A recent case illustrates NIRSpec’s ability to pinpoint exact distance. When the galaxy CEERS-93316 was discovered about a month after GHZ2, it appeared to have been born even closer to the Big Bang, given the estimate that it was spotted as it existed 236 million years after the Big Bang. However, when the galaxy was observed with NIRSpec, spectroscopy revealed that the galaxy was being viewed as it appeared 1.2 billion years after the beginning of the universe. Proficiently producing stars, CEERS-93316 appears to be particularly dusty, which made it resemble a highly redshifted galaxy.
In their initial proposal sent five years ago, Treu and his team requested observation time with NIRSpec. But because the Space Telescope Science Institute (STScI) in Baltimore determines the time slots for the highly coveted telescope, it is unclear when they will be able to verify GHZ2’s age with the high-tech spectrograph.
That said, Treu is pretty confident in his team’s results. For one, the photometrically determined distances of most galaxies matches with NIRSpec’s findings, with only rare exceptions. And secondly, Treu has since used the Atacama Large Millimeter/submillimeter Array radio telescope located in Chile to do spectroscopy of GHZ2 — and its result agreed with the NIRCam findings. But still, Treu says he hopes he will get to use NIRSpec soon.
Rethinking galaxy formation
Confidence is growing among astronomers that what they are seeing are not old stars whose long-wavelength signals could be mistaken for early galaxies.

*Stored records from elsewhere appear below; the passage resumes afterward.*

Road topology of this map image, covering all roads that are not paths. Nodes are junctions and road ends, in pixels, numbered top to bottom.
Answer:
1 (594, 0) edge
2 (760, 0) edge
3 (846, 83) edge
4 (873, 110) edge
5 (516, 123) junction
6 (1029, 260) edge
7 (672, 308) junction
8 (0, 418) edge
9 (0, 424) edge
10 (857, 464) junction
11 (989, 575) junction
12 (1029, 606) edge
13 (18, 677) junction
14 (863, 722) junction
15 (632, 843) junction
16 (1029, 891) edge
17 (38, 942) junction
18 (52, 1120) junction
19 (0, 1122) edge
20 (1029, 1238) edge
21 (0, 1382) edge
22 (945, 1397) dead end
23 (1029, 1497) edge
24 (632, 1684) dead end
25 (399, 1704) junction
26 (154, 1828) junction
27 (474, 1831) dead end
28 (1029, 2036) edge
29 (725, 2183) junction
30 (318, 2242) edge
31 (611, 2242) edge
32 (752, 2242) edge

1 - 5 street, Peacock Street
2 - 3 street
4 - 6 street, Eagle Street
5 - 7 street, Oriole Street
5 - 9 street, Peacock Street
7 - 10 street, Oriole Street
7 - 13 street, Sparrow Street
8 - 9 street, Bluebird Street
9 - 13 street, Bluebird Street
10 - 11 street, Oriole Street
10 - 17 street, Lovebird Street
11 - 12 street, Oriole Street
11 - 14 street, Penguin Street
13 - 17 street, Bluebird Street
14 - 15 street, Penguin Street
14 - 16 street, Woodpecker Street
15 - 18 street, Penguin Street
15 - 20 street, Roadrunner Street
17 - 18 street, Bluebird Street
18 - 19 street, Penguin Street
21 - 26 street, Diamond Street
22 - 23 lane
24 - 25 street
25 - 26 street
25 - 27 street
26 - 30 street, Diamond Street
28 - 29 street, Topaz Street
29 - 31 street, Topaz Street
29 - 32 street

“I think the overabundance of bright galaxies is real,” Treu says. “There’s no doubt about it.”
Among the galaxies that need confirming are those spotted by Nelson of the University of Colorado Boulder and her colleagues. The six galaxies they found appear to be as large as the Milky Way, which astronomers estimate took 13 billion years to reach its current size.
Scientists had theorized that after the Big Bang, only a few kinds of atoms existed, mainly hydrogen and helium. Over the first 400 million years, the first stars formed and grew thousands of times as large as our sun in a manner that’s different from how stars form today. These hot, bright stars burned for a few million years and then exploded, creating dust and other molecules that provided the ingredients for the stars and galaxies that formed over the next hundreds of millions of years.
Astronomers are now revisiting this timeline.
“We knew we didn’t know,” Mather says. “We had to guess. It was a wrong guess.”
So the search for early, distant galaxies continues. Plenty of questions remain: How did the first stars explode? Did the next ones grow right away afterward? How did galaxies grow?
And while astronomers continue to sift through the Webb images delivered so far, STScI is poised to announce the next round of proposals selected for observation time later this month.
Who knows what mysteries of the early universe these observations will unlock?